Vai aqui um desabafo do Tuco Egg, que agora confessa à mais alta inquisição o seu abandono da igreja. Os inquisidores pedem que o público não leia esse texto pelo próximos 3000 anos, sob pena de serem visitados pela Cuca quando estiverem dormindo. Quanto ao Tuco, os inquisidores o sentenciam a ver seu texto ser massacrado e debulhado por eles mesmos. E tenho dito.

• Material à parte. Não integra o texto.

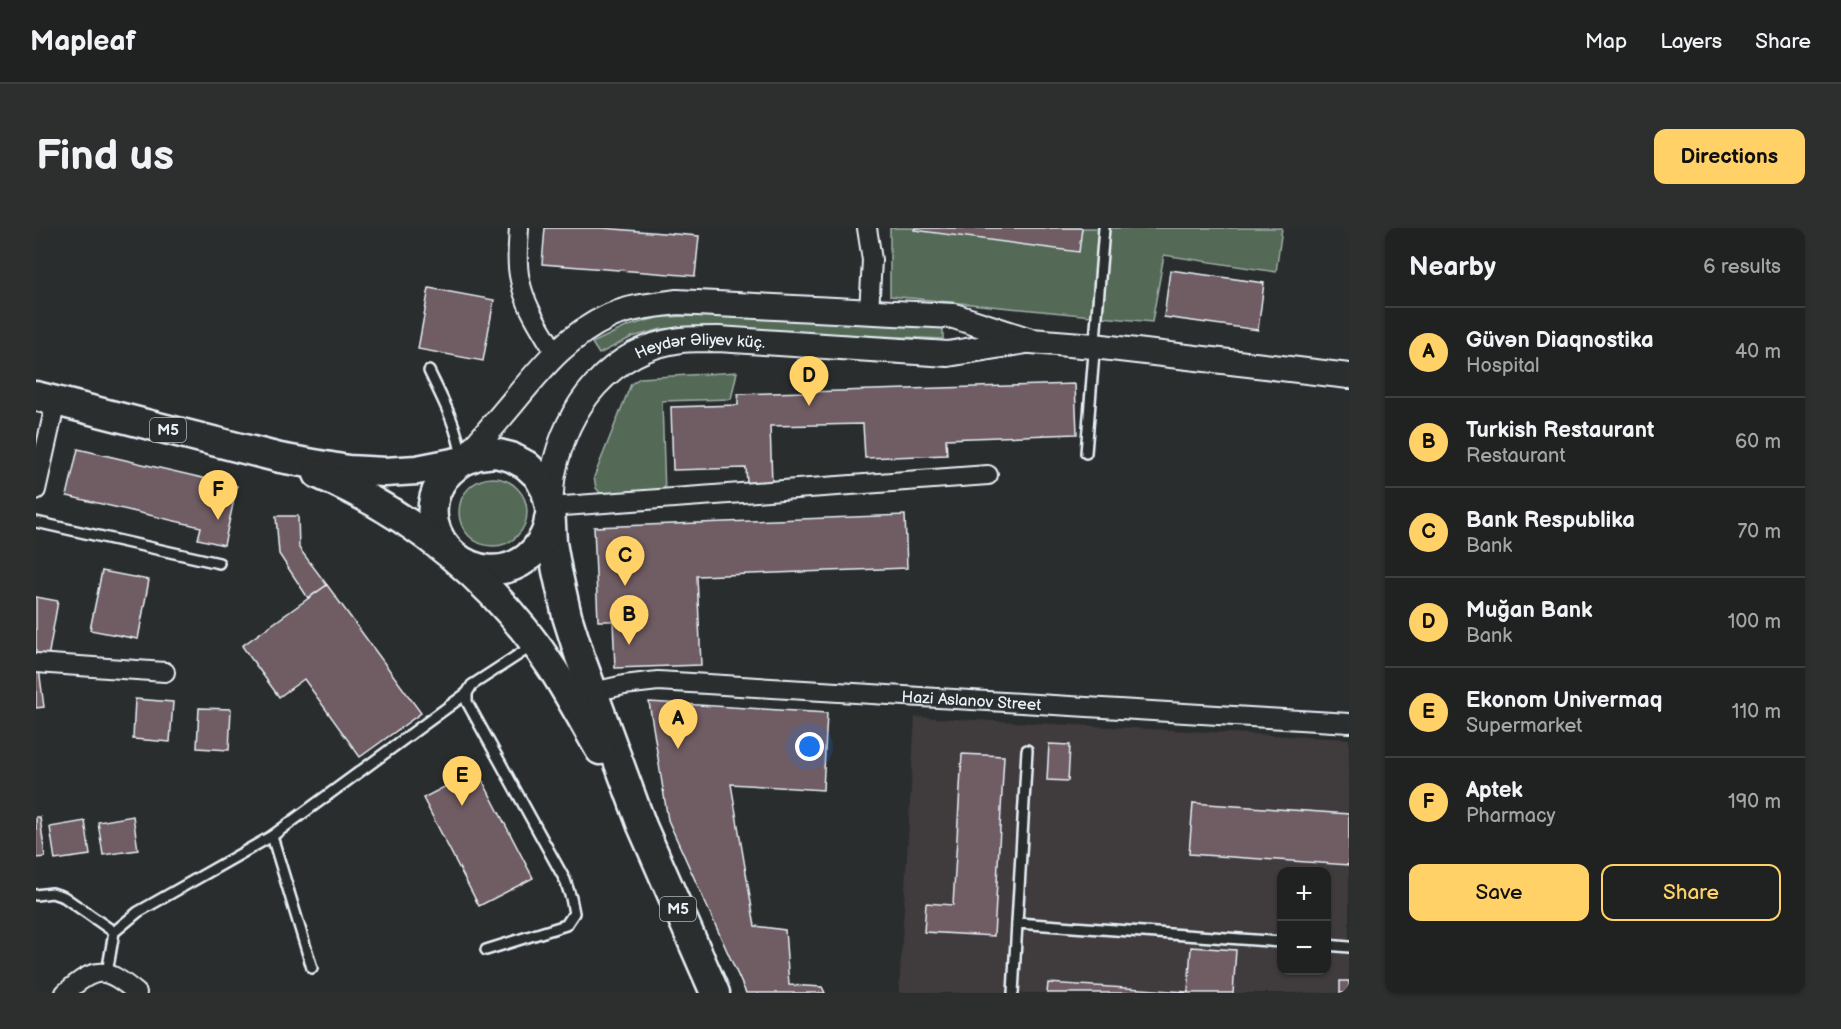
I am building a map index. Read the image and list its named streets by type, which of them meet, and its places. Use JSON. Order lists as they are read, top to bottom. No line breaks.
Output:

Depois de mais de 3 décadas, muito esforço, dedicação, envolvimento, alegrias e sofrimentos, deixei de lado a 'igreja formal'. É possível, apesar de pouco provável, que alguns dos leitores desse blog sejam membros da mesma igreja da qual eu participava. A esses, se existirem, um abraço apertado. Não nos veremos mais nos domingos nem nos demais encontros promovidos pela instituição (salvo, talvez, como visitante em alguma situação), mas espero ainda encontrá-los aqui e ali, e poder abraçá-los cheio de saudades.
A história da despedida foi, pelo menos para mim, mais suave do que poderia imaginar. As conversas com os pastores e os emails desconfiados geraram, como seria inevitável, certa tensão e desconforto. Mas o tempo foi soprando o nevoeiro e, aos poucos, o ambiente foi ficando iluminado. Tornou-se claro, e aqui falo unicamente por mim, que os caminhos não eram mais os mesmos e não nos permitiam mais seguir lado a lado.
Minha cabeça e coração já estavam muito distantes do modelo formal, repleto de cuidados, de excesso de zelo pelo desejo de manter o povo unido e as engrenagens funcionando - e são tantas engrenagens, tantos ministérios, reuniões, assembléias, planos, projetos, números e gráficos. Tudo bem intencionado, creio, mas com o propósito claro de crescer, aparecer e permanecer. E eu já venho há muito sonhando com o diminuir, dispersar, desaparecer e sumir.
Sei que para muitos isso parece exagero (afinal, a 'igreja' que abandonei não é nem de longe adepta das loucuras do mundo gospel, nem da manipulação descarada e bandida de malafaias e terranovas que querem mesmo é enriquecer às custas da cegueira da multidão, tangida de um lado para outro como gado em pasto seco). Mas não creio que seja. Um pouquinho só de fermento leveda a massa toda.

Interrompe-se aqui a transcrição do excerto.